Dataset excerpts:
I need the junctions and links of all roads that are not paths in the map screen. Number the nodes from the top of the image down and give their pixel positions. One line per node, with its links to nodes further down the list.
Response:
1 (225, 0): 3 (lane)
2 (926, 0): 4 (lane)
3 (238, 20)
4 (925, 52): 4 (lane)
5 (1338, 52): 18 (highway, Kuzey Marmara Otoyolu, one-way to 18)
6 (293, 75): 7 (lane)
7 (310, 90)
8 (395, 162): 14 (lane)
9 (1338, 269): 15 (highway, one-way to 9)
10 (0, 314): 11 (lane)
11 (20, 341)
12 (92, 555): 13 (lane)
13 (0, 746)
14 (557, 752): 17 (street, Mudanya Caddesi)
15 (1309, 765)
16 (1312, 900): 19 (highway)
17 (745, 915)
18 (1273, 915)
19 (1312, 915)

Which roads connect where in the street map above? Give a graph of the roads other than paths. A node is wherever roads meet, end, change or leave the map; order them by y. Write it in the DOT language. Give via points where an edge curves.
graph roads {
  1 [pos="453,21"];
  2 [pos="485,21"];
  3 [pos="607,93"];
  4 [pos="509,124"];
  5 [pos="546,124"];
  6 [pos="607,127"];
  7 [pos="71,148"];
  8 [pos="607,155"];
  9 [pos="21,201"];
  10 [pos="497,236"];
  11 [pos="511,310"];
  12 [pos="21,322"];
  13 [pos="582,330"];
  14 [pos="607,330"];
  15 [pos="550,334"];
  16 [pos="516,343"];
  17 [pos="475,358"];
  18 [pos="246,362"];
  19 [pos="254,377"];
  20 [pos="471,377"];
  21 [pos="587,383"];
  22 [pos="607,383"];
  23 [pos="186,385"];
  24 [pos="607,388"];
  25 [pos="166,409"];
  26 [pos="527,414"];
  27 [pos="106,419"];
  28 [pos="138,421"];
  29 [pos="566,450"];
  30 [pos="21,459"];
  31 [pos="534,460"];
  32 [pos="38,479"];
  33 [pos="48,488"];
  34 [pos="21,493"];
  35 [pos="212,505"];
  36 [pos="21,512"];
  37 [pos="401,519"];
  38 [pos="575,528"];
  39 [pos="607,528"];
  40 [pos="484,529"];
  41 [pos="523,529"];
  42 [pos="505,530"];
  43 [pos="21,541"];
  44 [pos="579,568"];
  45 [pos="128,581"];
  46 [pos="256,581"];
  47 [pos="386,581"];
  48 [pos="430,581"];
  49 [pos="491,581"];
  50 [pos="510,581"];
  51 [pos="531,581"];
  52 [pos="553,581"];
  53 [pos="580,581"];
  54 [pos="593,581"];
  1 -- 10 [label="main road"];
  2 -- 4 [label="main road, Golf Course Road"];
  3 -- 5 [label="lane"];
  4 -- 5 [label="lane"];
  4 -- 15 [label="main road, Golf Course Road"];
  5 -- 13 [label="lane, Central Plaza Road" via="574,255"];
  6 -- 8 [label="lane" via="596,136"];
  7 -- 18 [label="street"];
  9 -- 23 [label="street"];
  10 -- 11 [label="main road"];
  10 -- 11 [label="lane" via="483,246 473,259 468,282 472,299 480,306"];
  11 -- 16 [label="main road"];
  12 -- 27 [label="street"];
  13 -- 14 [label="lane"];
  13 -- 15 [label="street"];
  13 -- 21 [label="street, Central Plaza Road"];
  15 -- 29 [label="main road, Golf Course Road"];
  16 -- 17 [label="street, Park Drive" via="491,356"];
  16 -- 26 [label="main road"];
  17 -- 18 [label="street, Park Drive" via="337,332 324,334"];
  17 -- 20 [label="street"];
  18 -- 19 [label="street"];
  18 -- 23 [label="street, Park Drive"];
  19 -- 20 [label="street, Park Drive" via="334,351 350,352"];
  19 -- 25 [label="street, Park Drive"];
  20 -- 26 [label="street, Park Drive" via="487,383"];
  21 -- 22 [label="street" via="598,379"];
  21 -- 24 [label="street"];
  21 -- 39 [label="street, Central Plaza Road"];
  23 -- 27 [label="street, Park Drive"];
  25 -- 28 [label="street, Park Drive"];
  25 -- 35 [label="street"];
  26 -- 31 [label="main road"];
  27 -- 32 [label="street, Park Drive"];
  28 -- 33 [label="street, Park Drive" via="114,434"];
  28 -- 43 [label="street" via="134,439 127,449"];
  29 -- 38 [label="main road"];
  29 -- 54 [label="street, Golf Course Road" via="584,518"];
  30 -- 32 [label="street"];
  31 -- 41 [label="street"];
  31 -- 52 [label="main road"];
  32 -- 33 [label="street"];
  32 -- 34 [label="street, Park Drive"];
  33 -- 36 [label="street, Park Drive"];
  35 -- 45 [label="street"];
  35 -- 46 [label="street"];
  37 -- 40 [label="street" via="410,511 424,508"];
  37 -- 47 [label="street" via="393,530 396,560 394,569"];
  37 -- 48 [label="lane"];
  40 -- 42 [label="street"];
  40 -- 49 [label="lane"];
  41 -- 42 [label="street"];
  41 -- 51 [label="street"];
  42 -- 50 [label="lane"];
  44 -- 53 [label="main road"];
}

Task instructions: From the first line through the last, repeat the entries exactly.

Exercise output:
I need the junctions and links of all roads that are not paths in the map screen. Number the nodes from the top of the image down and give their pixel positions. One line per node, with its links to nodes further down the list.
Response:
1 (225, 0): 3 (lane)
2 (926, 0): 4 (lane)
3 (238, 20)
4 (925, 52): 4 (lane)
5 (1338, 52): 18 (highway, Kuzey Marmara Otoyolu, one-way to 18)
6 (293, 75): 7 (lane)
7 (310, 90)
8 (395, 162): 14 (lane)
9 (1338, 269): 15 (highway, one-way to 9)
10 (0, 314): 11 (lane)
11 (20, 341)
12 (92, 555): 13 (lane)
13 (0, 746)
14 (557, 752): 17 (street, Mudanya Caddesi)
15 (1309, 765)
16 (1312, 900): 19 (highway)
17 (745, 915)
18 (1273, 915)
19 (1312, 915)

Which roads connect where in the street map above? Give a graph of the roads other than paths. A node is wherever roads meet, end, change or leave the map; order them by y. Write it in the DOT language. Give via points where an edge curves.
graph roads {
  1 [pos="453,21"];
  2 [pos="485,21"];
  3 [pos="607,93"];
  4 [pos="509,124"];
  5 [pos="546,124"];
  6 [pos="607,127"];
  7 [pos="71,148"];
  8 [pos="607,155"];
  9 [pos="21,201"];
  10 [pos="497,236"];
  11 [pos="511,310"];
  12 [pos="21,322"];
  13 [pos="582,330"];
  14 [pos="607,330"];
  15 [pos="550,334"];
  16 [pos="516,343"];
  17 [pos="475,358"];
  18 [pos="246,362"];
  19 [pos="254,377"];
  20 [pos="471,377"];
  21 [pos="587,383"];
  22 [pos="607,383"];
  23 [pos="186,385"];
  24 [pos="607,388"];
  25 [pos="166,409"];
  26 [pos="527,414"];
  27 [pos="106,419"];
  28 [pos="138,421"];
  29 [pos="566,450"];
  30 [pos="21,459"];
  31 [pos="534,460"];
  32 [pos="38,479"];
  33 [pos="48,488"];
  34 [pos="21,493"];
  35 [pos="212,505"];
  36 [pos="21,512"];
  37 [pos="401,519"];
  38 [pos="575,528"];
  39 [pos="607,528"];
  40 [pos="484,529"];
  41 [pos="523,529"];
  42 [pos="505,530"];
  43 [pos="21,541"];
  44 [pos="579,568"];
  45 [pos="128,581"];
  46 [pos="256,581"];
  47 [pos="386,581"];
  48 [pos="430,581"];
  49 [pos="491,581"];
  50 [pos="510,581"];
  51 [pos="531,581"];
  52 [pos="553,581"];
  53 [pos="580,581"];
  54 [pos="593,581"];
  1 -- 10 [label="main road"];
  2 -- 4 [label="main road, Golf Course Road"];
  3 -- 5 [label="lane"];
  4 -- 5 [label="lane"];
  4 -- 15 [label="main road, Golf Course Road"];
  5 -- 13 [label="lane, Central Plaza Road" via="574,255"];
  6 -- 8 [label="lane" via="596,136"];
  7 -- 18 [label="street"];
  9 -- 23 [label="street"];
  10 -- 11 [label="main road"];
  10 -- 11 [label="lane" via="483,246 473,259 468,282 472,299 480,306"];
  11 -- 16 [label="main road"];
  12 -- 27 [label="street"];
  13 -- 14 [label="lane"];
  13 -- 15 [label="street"];
  13 -- 21 [label="street, Central Plaza Road"];
  15 -- 29 [label="main road, Golf Course Road"];
  16 -- 17 [label="street, Park Drive" via="491,356"];
  16 -- 26 [label="main road"];
  17 -- 18 [label="street, Park Drive" via="337,332 324,334"];
  17 -- 20 [label="street"];
  18 -- 19 [label="street"];
  18 -- 23 [label="street, Park Drive"];
  19 -- 20 [label="street, Park Drive" via="334,351 350,352"];
  19 -- 25 [label="street, Park Drive"];
  20 -- 26 [label="street, Park Drive" via="487,383"];
  21 -- 22 [label="street" via="598,379"];
  21 -- 24 [label="street"];
  21 -- 39 [label="street, Central Plaza Road"];
  23 -- 27 [label="street, Park Drive"];
  25 -- 28 [label="street, Park Drive"];
  25 -- 35 [label="street"];
  26 -- 31 [label="main road"];
  27 -- 32 [label="street, Park Drive"];
  28 -- 33 [label="street, Park Drive" via="114,434"];
  28 -- 43 [label="street" via="134,439 127,449"];
  29 -- 38 [label="main road"];
  29 -- 54 [label="street, Golf Course Road" via="584,518"];
  30 -- 32 [label="street"];
  31 -- 41 [label="street"];
  31 -- 52 [label="main road"];
  32 -- 33 [label="street"];
  32 -- 34 [label="street, Park Drive"];
  33 -- 36 [label="street, Park Drive"];
  35 -- 45 [label="street"];
  35 -- 46 [label="street"];
  37 -- 40 [label="street" via="410,511 424,508"];
  37 -- 47 [label="street" via="393,530 396,560 394,569"];
  37 -- 48 [label="lane"];
  40 -- 42 [label="street"];
  40 -- 49 [label="lane"];
  41 -- 42 [label="street"];
  41 -- 51 [label="street"];
  42 -- 50 [label="lane"];
  44 -- 53 [label="main road"];
}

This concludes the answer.